Elle répondit à son regard catastrophé par un grand sourire aux lèvres irisés. Ne serait-il donc jamais tranquille, il échangeait sa mère pour une version plus jeune et plus sournoise ? N'y avait-il donc pas de justice sur terre ?

Ino partageait ses plus agréables, et moins, souvenirs d'enfance, et il lui était impossible de la considérer départie de cette aura. Chacun avait vu l'autre grandir et évoluer, que ce fut après la première bagarre de la jeune fille – et non l'unique -, ou bien quand elle s'était persuadée posséder des dons de coiffeuse et avait effectué ses premiers coups de ciseaux... sur ses propres cheveux. Il était la première personne à l'avoir vue après la pose de ses bagues, et elle après qu'il eut acheté sa première paire de lunettes. C'était ensemble, avec Chouji, qu'ils firent la compétition pour déterminer qui avait le plus de dents de lait tombées, ou qu'ils réalisèrent des colliers avec les fleurs de la boutique des parents de la jeune fille – sans leur permission. Envisager Ino sans faire abstraction de leur passé était... inenvisageable.

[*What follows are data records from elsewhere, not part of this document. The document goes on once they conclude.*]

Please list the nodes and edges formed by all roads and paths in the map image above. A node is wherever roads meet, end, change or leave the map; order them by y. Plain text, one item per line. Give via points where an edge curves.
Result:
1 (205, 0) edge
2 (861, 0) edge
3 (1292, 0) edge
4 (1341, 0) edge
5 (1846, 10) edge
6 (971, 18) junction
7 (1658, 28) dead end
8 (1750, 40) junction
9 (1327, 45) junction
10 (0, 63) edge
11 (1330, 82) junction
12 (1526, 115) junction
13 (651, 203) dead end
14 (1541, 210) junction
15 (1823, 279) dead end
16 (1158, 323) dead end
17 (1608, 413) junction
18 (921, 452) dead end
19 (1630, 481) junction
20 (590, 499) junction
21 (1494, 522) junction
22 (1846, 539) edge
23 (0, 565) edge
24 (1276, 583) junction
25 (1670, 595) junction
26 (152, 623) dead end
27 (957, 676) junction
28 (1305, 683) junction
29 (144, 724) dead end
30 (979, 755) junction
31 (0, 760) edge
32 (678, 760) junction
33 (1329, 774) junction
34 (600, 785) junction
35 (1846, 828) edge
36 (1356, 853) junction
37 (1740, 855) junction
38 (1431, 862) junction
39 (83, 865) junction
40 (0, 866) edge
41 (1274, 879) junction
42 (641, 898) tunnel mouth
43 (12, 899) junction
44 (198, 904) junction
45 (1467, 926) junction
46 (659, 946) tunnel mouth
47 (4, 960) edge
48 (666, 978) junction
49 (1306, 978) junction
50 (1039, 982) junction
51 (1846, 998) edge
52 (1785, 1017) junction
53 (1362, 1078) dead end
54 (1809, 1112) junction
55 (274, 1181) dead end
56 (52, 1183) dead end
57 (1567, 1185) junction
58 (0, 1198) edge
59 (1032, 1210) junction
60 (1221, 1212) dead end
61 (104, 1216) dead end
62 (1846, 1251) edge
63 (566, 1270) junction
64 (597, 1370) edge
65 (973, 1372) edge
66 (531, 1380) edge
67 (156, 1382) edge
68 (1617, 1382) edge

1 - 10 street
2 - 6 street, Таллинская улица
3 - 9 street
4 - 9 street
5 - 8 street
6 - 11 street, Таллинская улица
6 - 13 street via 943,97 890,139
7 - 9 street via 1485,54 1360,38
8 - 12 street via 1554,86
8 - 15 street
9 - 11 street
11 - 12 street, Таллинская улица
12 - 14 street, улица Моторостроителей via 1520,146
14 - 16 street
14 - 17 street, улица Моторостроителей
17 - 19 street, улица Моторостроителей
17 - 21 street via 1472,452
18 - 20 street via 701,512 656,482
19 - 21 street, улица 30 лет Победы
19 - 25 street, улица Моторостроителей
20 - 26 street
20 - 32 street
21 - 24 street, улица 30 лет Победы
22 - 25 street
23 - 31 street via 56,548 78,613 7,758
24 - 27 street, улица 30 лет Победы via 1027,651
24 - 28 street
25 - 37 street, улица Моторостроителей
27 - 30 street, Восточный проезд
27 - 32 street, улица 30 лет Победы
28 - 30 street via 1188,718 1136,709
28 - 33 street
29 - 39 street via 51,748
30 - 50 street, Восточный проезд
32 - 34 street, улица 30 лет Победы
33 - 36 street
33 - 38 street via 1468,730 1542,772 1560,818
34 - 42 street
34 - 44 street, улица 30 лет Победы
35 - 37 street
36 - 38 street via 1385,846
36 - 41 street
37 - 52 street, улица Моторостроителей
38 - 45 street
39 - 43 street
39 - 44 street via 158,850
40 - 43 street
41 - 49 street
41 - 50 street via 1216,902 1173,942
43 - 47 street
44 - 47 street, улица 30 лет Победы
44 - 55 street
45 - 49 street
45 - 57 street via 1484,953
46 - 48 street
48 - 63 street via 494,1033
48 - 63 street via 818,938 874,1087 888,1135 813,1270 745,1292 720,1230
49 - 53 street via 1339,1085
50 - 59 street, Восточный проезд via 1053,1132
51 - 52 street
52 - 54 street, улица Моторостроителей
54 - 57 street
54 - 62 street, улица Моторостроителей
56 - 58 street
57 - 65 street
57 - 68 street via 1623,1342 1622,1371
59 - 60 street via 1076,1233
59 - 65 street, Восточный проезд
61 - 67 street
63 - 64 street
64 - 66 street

« Et moi qui croyais être peinard...

– Arrête de râler. Je suis bien contente de savoir qu'Ino sera dans les parages pour veiller sur toi ! Réagit sa mère en entourant les épaules de celle qu'elle considérait comme la fille qu'elle n'avait eu d'un bras affectueux.

– Vous pouvez compter sur moi, madame Nara, Shika-chou aura du mal à faire des siestes complètes avec moi comme voisine ! »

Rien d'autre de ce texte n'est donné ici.